Peço desculpas pela forma generalista como tratarei da questão, não reconhecendo as exceções. Infelizmente, elas estão amorfas e inertes nesse momento. A canalhice parece engolir as reservas morais em Brasília.

O caso, ou melhor, o “descaso” Renan Calheiros e Senadores da República Federal destruiu mais pilares de sustentação do crédito e confiança que depositamos nas instituições públicas brasileiras. Não estou propondo seu fim. Não acredito em país sem elas. Estou conclamando pela desmobilização da corja atroz autocentrada, infelizmente predominante nessas instâncias, desdenhadoras da perspectiva do coletivo, de projetos de nação.

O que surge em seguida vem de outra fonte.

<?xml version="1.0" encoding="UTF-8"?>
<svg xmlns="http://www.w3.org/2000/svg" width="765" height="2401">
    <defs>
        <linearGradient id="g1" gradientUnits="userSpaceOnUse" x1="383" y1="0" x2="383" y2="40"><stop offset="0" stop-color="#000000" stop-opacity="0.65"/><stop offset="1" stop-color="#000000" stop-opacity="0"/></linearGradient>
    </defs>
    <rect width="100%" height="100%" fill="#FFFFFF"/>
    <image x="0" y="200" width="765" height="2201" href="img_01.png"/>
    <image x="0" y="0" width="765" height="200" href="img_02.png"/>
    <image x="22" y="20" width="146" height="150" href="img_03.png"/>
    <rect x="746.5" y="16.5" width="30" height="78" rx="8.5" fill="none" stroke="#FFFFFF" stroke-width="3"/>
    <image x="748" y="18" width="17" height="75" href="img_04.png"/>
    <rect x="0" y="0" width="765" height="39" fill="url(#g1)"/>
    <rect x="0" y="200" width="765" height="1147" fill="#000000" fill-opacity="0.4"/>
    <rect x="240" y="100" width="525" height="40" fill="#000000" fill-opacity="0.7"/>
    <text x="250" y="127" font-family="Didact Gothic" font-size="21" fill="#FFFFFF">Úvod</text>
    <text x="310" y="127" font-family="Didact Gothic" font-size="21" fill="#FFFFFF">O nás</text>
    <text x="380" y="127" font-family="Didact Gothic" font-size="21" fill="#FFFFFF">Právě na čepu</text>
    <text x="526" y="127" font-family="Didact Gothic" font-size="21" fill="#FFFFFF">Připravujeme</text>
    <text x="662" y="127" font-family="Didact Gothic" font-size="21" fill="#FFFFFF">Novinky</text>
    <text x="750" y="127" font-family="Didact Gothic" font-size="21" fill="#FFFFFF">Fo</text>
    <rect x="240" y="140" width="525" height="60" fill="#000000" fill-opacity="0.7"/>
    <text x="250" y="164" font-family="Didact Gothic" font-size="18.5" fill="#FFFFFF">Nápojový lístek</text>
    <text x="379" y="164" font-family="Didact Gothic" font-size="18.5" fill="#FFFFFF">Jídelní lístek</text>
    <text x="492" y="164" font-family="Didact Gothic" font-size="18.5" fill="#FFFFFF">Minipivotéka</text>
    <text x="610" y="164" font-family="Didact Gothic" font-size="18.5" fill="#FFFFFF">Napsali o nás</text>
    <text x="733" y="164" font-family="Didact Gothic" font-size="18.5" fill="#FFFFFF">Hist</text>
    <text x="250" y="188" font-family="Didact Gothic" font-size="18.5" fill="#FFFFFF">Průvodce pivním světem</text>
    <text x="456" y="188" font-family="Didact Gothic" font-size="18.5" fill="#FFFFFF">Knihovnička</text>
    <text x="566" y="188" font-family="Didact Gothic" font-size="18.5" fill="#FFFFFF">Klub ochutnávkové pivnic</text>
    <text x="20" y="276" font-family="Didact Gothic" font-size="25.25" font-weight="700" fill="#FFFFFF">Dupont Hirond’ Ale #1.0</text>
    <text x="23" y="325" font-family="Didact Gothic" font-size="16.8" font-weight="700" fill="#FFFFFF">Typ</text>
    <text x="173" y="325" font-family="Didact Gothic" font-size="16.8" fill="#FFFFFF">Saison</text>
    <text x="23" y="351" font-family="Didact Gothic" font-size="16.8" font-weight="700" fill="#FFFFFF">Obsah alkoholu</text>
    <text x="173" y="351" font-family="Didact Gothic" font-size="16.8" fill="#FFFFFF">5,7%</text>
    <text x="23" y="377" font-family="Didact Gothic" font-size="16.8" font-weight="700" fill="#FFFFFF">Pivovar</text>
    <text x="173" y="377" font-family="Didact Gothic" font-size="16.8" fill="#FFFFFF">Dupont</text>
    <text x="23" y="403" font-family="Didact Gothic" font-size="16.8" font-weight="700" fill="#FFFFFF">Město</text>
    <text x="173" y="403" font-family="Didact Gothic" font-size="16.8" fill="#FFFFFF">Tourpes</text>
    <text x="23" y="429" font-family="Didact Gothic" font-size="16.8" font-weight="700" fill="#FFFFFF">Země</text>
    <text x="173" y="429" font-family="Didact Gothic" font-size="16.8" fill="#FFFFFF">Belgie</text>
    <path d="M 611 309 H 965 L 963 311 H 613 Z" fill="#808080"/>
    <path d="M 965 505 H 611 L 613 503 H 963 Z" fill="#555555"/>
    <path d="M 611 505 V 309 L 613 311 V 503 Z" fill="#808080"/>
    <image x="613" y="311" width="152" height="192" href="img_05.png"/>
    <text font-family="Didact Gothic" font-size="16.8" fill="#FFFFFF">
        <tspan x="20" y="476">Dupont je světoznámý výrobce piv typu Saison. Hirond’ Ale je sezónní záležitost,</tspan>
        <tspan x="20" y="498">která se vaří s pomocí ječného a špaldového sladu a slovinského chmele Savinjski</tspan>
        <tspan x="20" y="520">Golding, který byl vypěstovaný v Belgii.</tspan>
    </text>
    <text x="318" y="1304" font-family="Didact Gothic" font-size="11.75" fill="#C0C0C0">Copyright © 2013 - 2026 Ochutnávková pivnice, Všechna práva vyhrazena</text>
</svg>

Temos provocado essa reflexão em nossas aulas, em nossos intervalos, em nossas interações cotidianas? Ou temos apenas argumentado “e poderíamos esperar outra coisa...será que alguém acreditava que seria diferente?”

Sufocado pela desesperança e pela petrificação que essa postura tem provocado mobilizei-me e desloquei-me em atitudes para desnaturalizações dessa condição.

A votação secreta promovida pela corte que se apropriou da instituição mais importante da República, na quarta, 12 de setembro, revelou interesses oblíquos às demandas da coletividade, bem como consolidou a visão torpe dessa casta em relação à democracia e à legislação para o social e projeto político de país e nação. Sem reservas, afirmo que revelou também, o projeto que estamos fazendo de nós mesmos quando elegemos escroques dessa laia para legislar em nosso nome.

Defecando sobre nossas cabeças, entubando-nos com instrumentos autoritários e invazivos, destilaram seus interesses corporativos sem qualquer pudor, com todo o descaramento inerente aos políticos profissionais, próceres do processo de despolitização e descaso com as questões éticas que entranham essa espécie de massa acéfala que parecemos nos tornar.

Como se estivessem decidindo os caminhos de suas agremiações ou condomínios ignoraram a população, a imprensa e a imagem do país, agredindo-nos com sua empáfia demonstrando a fragilidade das instituições públicas típicas dos países latino-americanos e de seu processo democrático, por um lado, e o controle e articulação do autoritarismo capilar e bem engendrado do poder corrupto nesse mesmo território do planeta, por outro.

A votação top secret dos top senadors escondeu na sombra da abstinência os articuladores estrategistas representantes do planalto que tentaram, a qualquer custo, conluios para assegurar as bases para aprovações de seus projetos, sem que a opinião pública pudesse execrá-los. E não me venha essa oposição dos DEMistas e PSDBistas, sabidamente representante das elites que corroboram as iniquidades históricas brasileiras, demonstrar sua indignação com a permanência do escroque Calheiros na presidência do Senado Federal. Seu projeto de emperrar votações já existia antes dessa falcatrua. Infelizmente, estão tripudiando em razão da sede pelo poder que desdobrou nessas articulações do Itamaraty. Não nos enganemos. É uma oposição distante também, da perspectiva coletiva e de supressão das injustiças sociais e de oportunidades para todos.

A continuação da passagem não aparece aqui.